The task
Reproduce every record below exactly as written, but leave out any pictures.

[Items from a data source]

★ ★ ★

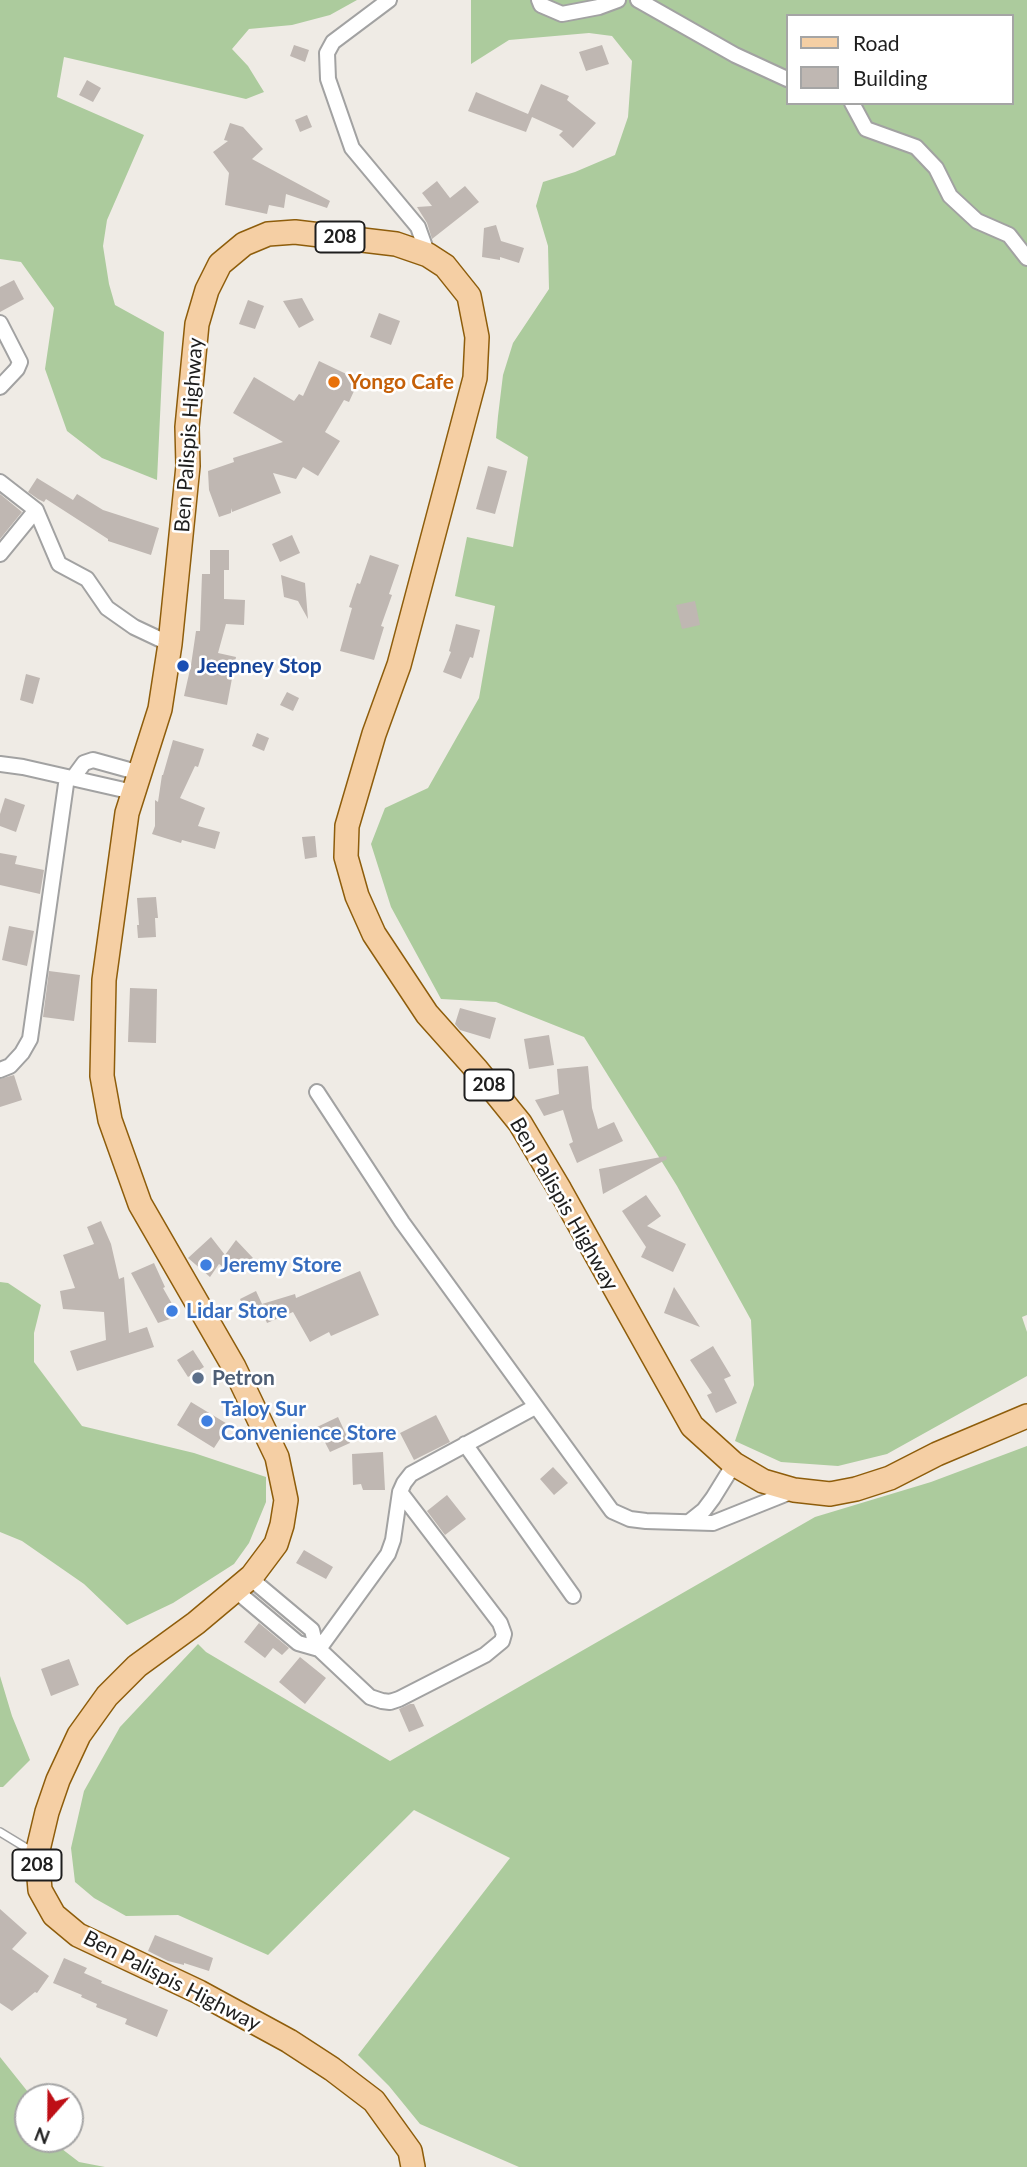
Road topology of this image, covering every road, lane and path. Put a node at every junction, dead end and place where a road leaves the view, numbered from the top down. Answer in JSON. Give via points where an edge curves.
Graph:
{"nodes":[{"id":1,"x":389,"y":0,"type":"edge"},
{"id":2,"x":538,"y":0,"type":"edge"},
{"id":3,"x":618,"y":0,"type":"edge"},
{"id":4,"x":638,"y":0,"type":"edge"},
{"id":5,"x":786,"y":79,"type":"edge"},
{"id":6,"x":853,"y":105,"type":"edge"},
{"id":7,"x":428,"y":255,"type":"junction"},
{"id":8,"x":1027,"y":258,"type":"edge"},
{"id":9,"x":0,"y":323,"type":"edge"},
{"id":10,"x":0,"y":387,"type":"edge"},
{"id":11,"x":0,"y":482,"type":"edge"},
{"id":12,"x":36,"y":510,"type":"junction"},
{"id":13,"x":0,"y":554,"type":"edge"},
{"id":14,"x":170,"y":644,"type":"junction"},
{"id":15,"x":0,"y":764,"type":"edge"},
{"id":16,"x":70,"y":778,"type":"junction"},
{"id":17,"x":137,"y":783,"type":"junction"},
{"id":18,"x":0,"y":1070,"type":"edge"},
{"id":19,"x":317,"y":1092,"type":"dead end"},
{"id":20,"x":535,"y":1407,"type":"junction"},
{"id":21,"x":1027,"y":1416,"type":"edge"},
{"id":22,"x":465,"y":1444,"type":"junction"},
{"id":23,"x":734,"y":1464,"type":"junction"},
{"id":24,"x":794,"y":1490,"type":"junction"},
{"id":25,"x":400,"y":1492,"type":"junction"},
{"id":26,"x":689,"y":1522,"type":"junction"},
{"id":27,"x":242,"y":1584,"type":"junction"},
{"id":28,"x":573,"y":1596,"type":"dead end"},
{"id":29,"x":317,"y":1648,"type":"junction"},
{"id":30,"x":0,"y":1832,"type":"edge"},
{"id":31,"x":37,"y":1854,"type":"junction"},
{"id":32,"x":413,"y":2167,"type":"edge"}],
"edges":[{"from":1,"to":7,"type":"street","via":[[333,42],[327,53],[328,79],[352,148],[418,227]]},
{"from":2,"to":3,"type":"street","via":[[562,14]]},
{"from":4,"to":5,"type":"street","via":[[734,55]]},
{"from":6,"to":8,"type":"street","via":[[866,129],[916,147],[936,168],[950,196],[977,221],[1009,234]]},
{"from":7,"to":14,"type":"main road","name":"Ben Palispis Highway","number":"208","via":[[396,244],[268,233],[244,244],[220,264],[197,324]]},
{"from":7,"to":23,"type":"main road","name":"Ben Palispis Highway","number":"208","via":[[445,266],[469,296],[477,337],[475,379],[399,666],[347,826],[346,857],[374,934],[427,1014],[520,1123],[692,1426]]},
{"from":9,"to":10,"type":"street","via":[[20,362]]},
{"from":11,"to":12,"type":"street"},
{"from":12,"to":13,"type":"street"},
{"from":12,"to":14,"type":"street","via":[[59,564],[88,579],[107,608]]},
{"from":14,"to":17,"type":"main road","name":"Ben Palispis Highway","number":"208","via":[[160,709]]},
{"from":15,"to":16,"type":"street"},
{"from":16,"to":17,"type":"street"},
{"from":16,"to":17,"type":"street","via":[[93,760]]},
{"from":16,"to":18,"type":"street","via":[[30,1039],[10,1066]]},
{"from":17,"to":27,"type":"main road","name":"Ben Palispis Highway","number":"208","via":[[127,813],[108,942],[102,1076],[110,1120],[141,1204],[234,1367],[277,1457],[286,1500],[282,1525],[276,1544]]},
{"from":19,"to":20,"type":"street","via":[[402,1222]]},
{"from":20,"to":22,"type":"street"},
{"from":20,"to":26,"type":"street","via":[[612,1511],[630,1519]]},
{"from":21,"to":24,"type":"main road","name":"Ben Palispis Highway","number":"208","via":[[856,1489],[830,1494]]},
{"from":22,"to":25,"type":"street","via":[[411,1474]]},
{"from":22,"to":28,"type":"street"},
{"from":23,"to":24,"type":"main road","name":"Ben Palispis Highway","number":"208","via":[[763,1481]]},
{"from":23,"to":26,"type":"street","via":[[704,1510]]},
{"from":24,"to":26,"type":"street","via":[[713,1523]]},
{"from":25,"to":29,"type":"street","via":[[388,1554]]},
{"from":25,"to":29,"type":"street","via":[[500,1623],[502,1641],[485,1655],[390,1702],[370,1697]]},
{"from":27,"to":29,"type":"street","via":[[298,1643]]},
{"from":27,"to":31,"type":"main road","name":"Ben Palispis Highway","number":"208","via":[[137,1666],[107,1696],[79,1735],[58,1780]]},
{"from":30,"to":31,"type":"lane"},
{"from":31,"to":32,"type":"main road","name":"Ben Palispis Highway","number":"208","via":[[40,1889],[54,1915],[107,1950],[199,1992],[332,2068],[374,2101],[410,2151]]}]}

★ ★ ★

Result
Road topology of this image, covering every road, lane and path. Put a node at every junction, dead end and place where a road leaves the view, numbered from the top down. Answer in JSON. Give via points where an edge curves.
Graph:
{"nodes":[{"id":1,"x":389,"y":0,"type":"edge"},
{"id":2,"x":538,"y":0,"type":"edge"},
{"id":3,"x":618,"y":0,"type":"edge"},
{"id":4,"x":638,"y":0,"type":"edge"},
{"id":5,"x":786,"y":79,"type":"edge"},
{"id":6,"x":853,"y":105,"type":"edge"},
{"id":7,"x":428,"y":255,"type":"junction"},
{"id":8,"x":1027,"y":258,"type":"edge"},
{"id":9,"x":0,"y":323,"type":"edge"},
{"id":10,"x":0,"y":387,"type":"edge"},
{"id":11,"x":0,"y":482,"type":"edge"},
{"id":12,"x":36,"y":510,"type":"junction"},
{"id":13,"x":0,"y":554,"type":"edge"},
{"id":14,"x":170,"y":644,"type":"junction"},
{"id":15,"x":0,"y":764,"type":"edge"},
{"id":16,"x":70,"y":778,"type":"junction"},
{"id":17,"x":137,"y":783,"type":"junction"},
{"id":18,"x":0,"y":1070,"type":"edge"},
{"id":19,"x":317,"y":1092,"type":"dead end"},
{"id":20,"x":535,"y":1407,"type":"junction"},
{"id":21,"x":1027,"y":1416,"type":"edge"},
{"id":22,"x":465,"y":1444,"type":"junction"},
{"id":23,"x":734,"y":1464,"type":"junction"},
{"id":24,"x":794,"y":1490,"type":"junction"},
{"id":25,"x":400,"y":1492,"type":"junction"},
{"id":26,"x":689,"y":1522,"type":"junction"},
{"id":27,"x":242,"y":1584,"type":"junction"},
{"id":28,"x":573,"y":1596,"type":"dead end"},
{"id":29,"x":317,"y":1648,"type":"junction"},
{"id":30,"x":0,"y":1832,"type":"edge"},
{"id":31,"x":37,"y":1854,"type":"junction"},
{"id":32,"x":413,"y":2167,"type":"edge"}],
"edges":[{"from":1,"to":7,"type":"street","via":[[333,42],[327,53],[328,79],[352,148],[418,227]]},
{"from":2,"to":3,"type":"street","via":[[562,14]]},
{"from":4,"to":5,"type":"street","via":[[734,55]]},
{"from":6,"to":8,"type":"street","via":[[866,129],[916,147],[936,168],[950,196],[977,221],[1009,234]]},
{"from":7,"to":14,"type":"main road","name":"Ben Palispis Highway","number":"208","via":[[396,244],[268,233],[244,244],[220,264],[197,324]]},
{"from":7,"to":23,"type":"main road","name":"Ben Palispis Highway","number":"208","via":[[445,266],[469,296],[477,337],[475,379],[399,666],[347,826],[346,857],[374,934],[427,1014],[520,1123],[692,1426]]},
{"from":9,"to":10,"type":"street","via":[[20,362]]},
{"from":11,"to":12,"type":"street"},
{"from":12,"to":13,"type":"street"},
{"from":12,"to":14,"type":"street","via":[[59,564],[88,579],[107,608]]},
{"from":14,"to":17,"type":"main road","name":"Ben Palispis Highway","number":"208","via":[[160,709]]},
{"from":15,"to":16,"type":"street"},
{"from":16,"to":17,"type":"street"},
{"from":16,"to":17,"type":"street","via":[[93,760]]},
{"from":16,"to":18,"type":"street","via":[[30,1039],[10,1066]]},
{"from":17,"to":27,"type":"main road","name":"Ben Palispis Highway","number":"208","via":[[127,813],[108,942],[102,1076],[110,1120],[141,1204],[234,1367],[277,1457],[286,1500],[282,1525],[276,1544]]},
{"from":19,"to":20,"type":"street","via":[[402,1222]]},
{"from":20,"to":22,"type":"street"},
{"from":20,"to":26,"type":"street","via":[[612,1511],[630,1519]]},
{"from":21,"to":24,"type":"main road","name":"Ben Palispis Highway","number":"208","via":[[856,1489],[830,1494]]},
{"from":22,"to":25,"type":"street","via":[[411,1474]]},
{"from":22,"to":28,"type":"street"},
{"from":23,"to":24,"type":"main road","name":"Ben Palispis Highway","number":"208","via":[[763,1481]]},
{"from":23,"to":26,"type":"street","via":[[704,1510]]},
{"from":24,"to":26,"type":"street","via":[[713,1523]]},
{"from":25,"to":29,"type":"street","via":[[388,1554]]},
{"from":25,"to":29,"type":"street","via":[[500,1623],[502,1641],[485,1655],[390,1702],[370,1697]]},
{"from":27,"to":29,"type":"street","via":[[298,1643]]},
{"from":27,"to":31,"type":"main road","name":"Ben Palispis Highway","number":"208","via":[[137,1666],[107,1696],[79,1735],[58,1780]]},
{"from":30,"to":31,"type":"lane"},
{"from":31,"to":32,"type":"main road","name":"Ben Palispis Highway","number":"208","via":[[40,1889],[54,1915],[107,1950],[199,1992],[332,2068],[374,2101],[410,2151]]}]}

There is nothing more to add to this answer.